私も合わせれば(・・・・・・・)三人です(・・・・)


 氷と木、それに"光の九賢者"であるスピカも戦場へと赴く。


「負けられません絶対に……でも──」


 以前スピカがリンに言ってたように、戦わずに済む方法もあるのでは無いか、戦わずとも手を取り合う事は出来ないのか。


 この国の姫として、スピカは常に考えていた。


「間違っていないのだとしても……やはり苦しいです」


 だがその考えを振り払ってでも、戦わなくてはならないと知った。


「だからリン君は──街をみせたのですね」


 自分が守っていた人達と、真近で関わって、改めて思い知る。


 戦わなくては守れない人達が、こんなにも多くいるのだと。


「迷う私を気遣ってくれていたのですね……覚悟を決めさせる為に」


「そんな大層な考えじゃなかったよ」


 夕暮れの空は夜空に変わり、星々が輝きを始めた。


 街には明かりが灯る。その光が、沢山の人が住んでいる事を表していた。


「姫様が背負ってるモノは──いつだって降ろせるんだ」


 リンは一人で全てを背負うスピカに、もっと知って欲しかったのだ。


 震える肩を抱き寄せてくれる人が側にいれば、弱音の一つや二つ零しても、誰も責める事はしない。

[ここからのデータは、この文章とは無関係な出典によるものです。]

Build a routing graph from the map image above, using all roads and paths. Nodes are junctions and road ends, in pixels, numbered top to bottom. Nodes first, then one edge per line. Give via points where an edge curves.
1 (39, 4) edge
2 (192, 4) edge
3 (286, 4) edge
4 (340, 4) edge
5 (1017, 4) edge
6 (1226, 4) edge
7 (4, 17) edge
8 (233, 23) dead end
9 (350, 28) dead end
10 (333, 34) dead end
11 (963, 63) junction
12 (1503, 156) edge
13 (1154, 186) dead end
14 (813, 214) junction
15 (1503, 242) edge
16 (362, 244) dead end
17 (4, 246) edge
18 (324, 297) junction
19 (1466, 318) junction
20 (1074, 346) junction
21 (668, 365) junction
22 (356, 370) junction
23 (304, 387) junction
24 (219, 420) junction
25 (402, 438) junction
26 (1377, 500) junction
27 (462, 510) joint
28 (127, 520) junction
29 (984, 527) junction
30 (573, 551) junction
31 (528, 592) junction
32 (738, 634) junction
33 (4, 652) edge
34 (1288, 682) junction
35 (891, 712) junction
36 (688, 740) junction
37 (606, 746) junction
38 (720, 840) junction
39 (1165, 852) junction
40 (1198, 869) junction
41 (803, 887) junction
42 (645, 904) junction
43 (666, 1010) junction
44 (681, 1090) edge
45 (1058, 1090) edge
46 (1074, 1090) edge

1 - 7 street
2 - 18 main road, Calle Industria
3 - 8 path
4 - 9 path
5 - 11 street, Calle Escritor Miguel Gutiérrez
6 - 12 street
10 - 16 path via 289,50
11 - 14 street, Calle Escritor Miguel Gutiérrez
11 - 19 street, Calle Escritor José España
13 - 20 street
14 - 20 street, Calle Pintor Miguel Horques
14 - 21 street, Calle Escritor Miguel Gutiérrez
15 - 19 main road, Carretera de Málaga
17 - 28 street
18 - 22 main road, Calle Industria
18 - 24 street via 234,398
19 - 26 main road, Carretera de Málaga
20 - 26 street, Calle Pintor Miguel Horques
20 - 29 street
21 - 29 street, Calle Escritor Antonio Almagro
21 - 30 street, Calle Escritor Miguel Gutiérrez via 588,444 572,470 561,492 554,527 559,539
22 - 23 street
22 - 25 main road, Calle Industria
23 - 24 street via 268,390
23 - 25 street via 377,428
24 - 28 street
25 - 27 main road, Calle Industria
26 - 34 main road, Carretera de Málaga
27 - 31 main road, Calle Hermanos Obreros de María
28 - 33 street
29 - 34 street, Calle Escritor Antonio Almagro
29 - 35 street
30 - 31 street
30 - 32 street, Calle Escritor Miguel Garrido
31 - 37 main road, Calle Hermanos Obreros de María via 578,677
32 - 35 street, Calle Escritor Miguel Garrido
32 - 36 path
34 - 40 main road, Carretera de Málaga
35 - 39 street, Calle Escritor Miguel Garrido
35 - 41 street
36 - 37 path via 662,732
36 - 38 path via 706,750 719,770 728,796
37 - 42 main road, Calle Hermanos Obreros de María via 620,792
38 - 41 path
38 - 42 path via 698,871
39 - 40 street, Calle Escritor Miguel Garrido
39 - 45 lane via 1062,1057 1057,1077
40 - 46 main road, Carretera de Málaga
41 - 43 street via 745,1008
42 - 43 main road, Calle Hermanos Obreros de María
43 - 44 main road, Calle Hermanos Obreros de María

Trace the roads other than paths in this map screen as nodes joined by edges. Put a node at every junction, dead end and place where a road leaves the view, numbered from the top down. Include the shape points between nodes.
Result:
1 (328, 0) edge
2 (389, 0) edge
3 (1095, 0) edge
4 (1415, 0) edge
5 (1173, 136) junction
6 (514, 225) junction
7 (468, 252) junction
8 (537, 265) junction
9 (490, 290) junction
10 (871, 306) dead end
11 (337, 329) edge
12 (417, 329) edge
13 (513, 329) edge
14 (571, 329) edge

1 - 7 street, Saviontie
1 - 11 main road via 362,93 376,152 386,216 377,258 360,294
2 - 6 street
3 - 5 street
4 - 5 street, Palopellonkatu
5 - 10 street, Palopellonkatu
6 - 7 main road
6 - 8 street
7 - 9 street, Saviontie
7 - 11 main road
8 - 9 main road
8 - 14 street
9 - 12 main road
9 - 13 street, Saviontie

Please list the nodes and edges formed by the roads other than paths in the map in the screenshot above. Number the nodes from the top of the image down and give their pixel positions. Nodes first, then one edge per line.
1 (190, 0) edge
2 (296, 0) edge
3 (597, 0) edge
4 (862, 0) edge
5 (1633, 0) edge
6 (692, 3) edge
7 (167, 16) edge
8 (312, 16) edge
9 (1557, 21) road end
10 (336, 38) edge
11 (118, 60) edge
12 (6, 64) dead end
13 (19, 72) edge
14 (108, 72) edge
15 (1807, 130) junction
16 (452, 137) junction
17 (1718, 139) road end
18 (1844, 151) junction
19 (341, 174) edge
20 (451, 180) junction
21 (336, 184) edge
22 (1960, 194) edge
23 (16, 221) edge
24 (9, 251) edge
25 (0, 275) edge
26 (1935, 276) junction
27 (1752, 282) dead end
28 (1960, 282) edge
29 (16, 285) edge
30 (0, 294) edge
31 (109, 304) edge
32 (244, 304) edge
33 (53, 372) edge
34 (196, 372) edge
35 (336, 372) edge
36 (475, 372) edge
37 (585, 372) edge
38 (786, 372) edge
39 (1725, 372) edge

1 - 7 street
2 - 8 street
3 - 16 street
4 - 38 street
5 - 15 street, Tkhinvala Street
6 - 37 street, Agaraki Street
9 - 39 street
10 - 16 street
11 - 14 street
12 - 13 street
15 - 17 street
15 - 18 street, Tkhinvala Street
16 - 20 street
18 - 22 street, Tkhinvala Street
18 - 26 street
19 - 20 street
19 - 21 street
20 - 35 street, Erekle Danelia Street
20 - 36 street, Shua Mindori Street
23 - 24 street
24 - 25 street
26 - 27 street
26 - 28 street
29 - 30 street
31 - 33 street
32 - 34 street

 皆が信じて戦っているのなら、支え合うのは当たり前なのだ。


「強がる必要なんて無いんだよ 弱いなら……その弱さを大事にしよう」


 優しい心を切り捨ててはならない。


 切り捨てて得た強さは、いずれ自分自身を壊してしまうだろう。


「街の人達も九賢者のみんなも君が好きなんだ 国の為に戦う君をみんなが応援してる」


 街で笑っていられるのも、誰かが戦っているからだである。


 その最前線に立つスピカを、誰もが感謝しているのだ。


「その中には……僕もいるんだよ?」


 リンはスピカの瞳を見つめ、手を握る。


 剣となり盾となって戦うと誓った。絶対に護ると、心に決めたのだ。


「私は幸せ者ですね……こんなにも多くの人が居るのですから」


「任せてほしい 頼ってくれたら僕は嬉しい」


 戦場を共に駆けるのなら、きっと役に立ってみせるのだとリンは言った。


「僕ってば強いから まあ流石に九賢者の人達には劣るけど……それでも充分に強いよ!」


「駄目ですよ慢心しては〜 いついかなる時も気を引き締めて戦いに挑んで下さい! 自分より弱い相手ばかりとは限らないんですからね!」


「うぅ……ごめんなさい」


 怒られてしまう。だが怒った顔も可愛いなどと、反省の色が見えない。


「でもおかしいですねぇ……本当はリン君を励ます為の日だったのに」


「一緒にいられただけで満足です 言ったでしょ? 支え合うって」


「はい! "友達"ですもんね!」


「是非ともそれ以上になりたいですが」


 他愛無い会話を始めると、時間を忘れて話し込む。


 お互いを知り合い、今日あった出来事を振り返り、そんな二人からは笑顔が溢れていた。


「フフフッ……約束よりも遅くなってしまいました」


「もしかして誘拐犯として指名手配されてされてませんよね僕?」


「さあどうでしょう? もしかするかもしれませんね〜?」


「助けて下さい姫様!」


「そうですねぇ……でしたら呼んでください(・・・・・・・)


「呼ぶ?」


 何の事かと首を傾げると、スピカは言った。


「"スピカちゃん"と呼びたいと言っていたのに一度も呼んでいないので 呼んでくれたら助けてあげますよ?」


「ウグゥ!?」


 恥ずかしくて面と向かって言えなかった呼び方を、今ここで呼ばないと、最悪処刑されてしまう。


「……呼ばないんですか?」


(かわいい)


 少しむくれて可愛らしく睨むスピカに、リンは何度でも虜になる。


「ス……スピ……スピカ……ちゃん」


 歯切れの悪い呼びであれ、スピカは笑顔で応える。


「はい! スピカです!」


(好き)


 今すぐ抱きしめてたい思いをグッと堪える。意外にも身分差などの問題をしっかり考えていたからだ。


 こんな楽しい時間も永遠では無い。


 だからこそ、この時間を何度でも過ごす為に、永かせる為に戦うしか無いのだ。


「でも今のは少しぎこちないと思うのです」


(少しで許してくれてる)


 明らかに呼び方としては下の下だったが、スピカの中ではそうカウントしていた。


「なのでもう一度お願いします!」


「ス……ピカちゃん」


「ワンモアです!」


「スピ……カちゃん」


「う〜ん」


 判定が甘いのそうで無いのか、凄く曖昧である。


「──スピカちゃん」


「はい──スピカです」


 漸く言えた。ただ、呼び方を変えるだけなのに苦労する。


「今度こそ……時間ですね」


 それだけに、リンの想いは本気だったのだ。


「お手をどうぞ姫様 エスコート致します」


 終わらせたく無いからと、攫うような事はしない。


 何故なら、誰もが認める関係になりたいからだ。


「ありがとうございます」


 夜の道。転ばないよう手を握る。


「僕はこの手を──"男として"伸ばしてる」


 好きな人と手を握りたい。その一心で手を差し出す。


「えっと……その……」


「まだ分からなくて良いんです 何度だって 僕は伝えるから」


 だが確実に、距離を縮める事が出来たであろう。


 いつの日か、想い合う事が出来ると信じて。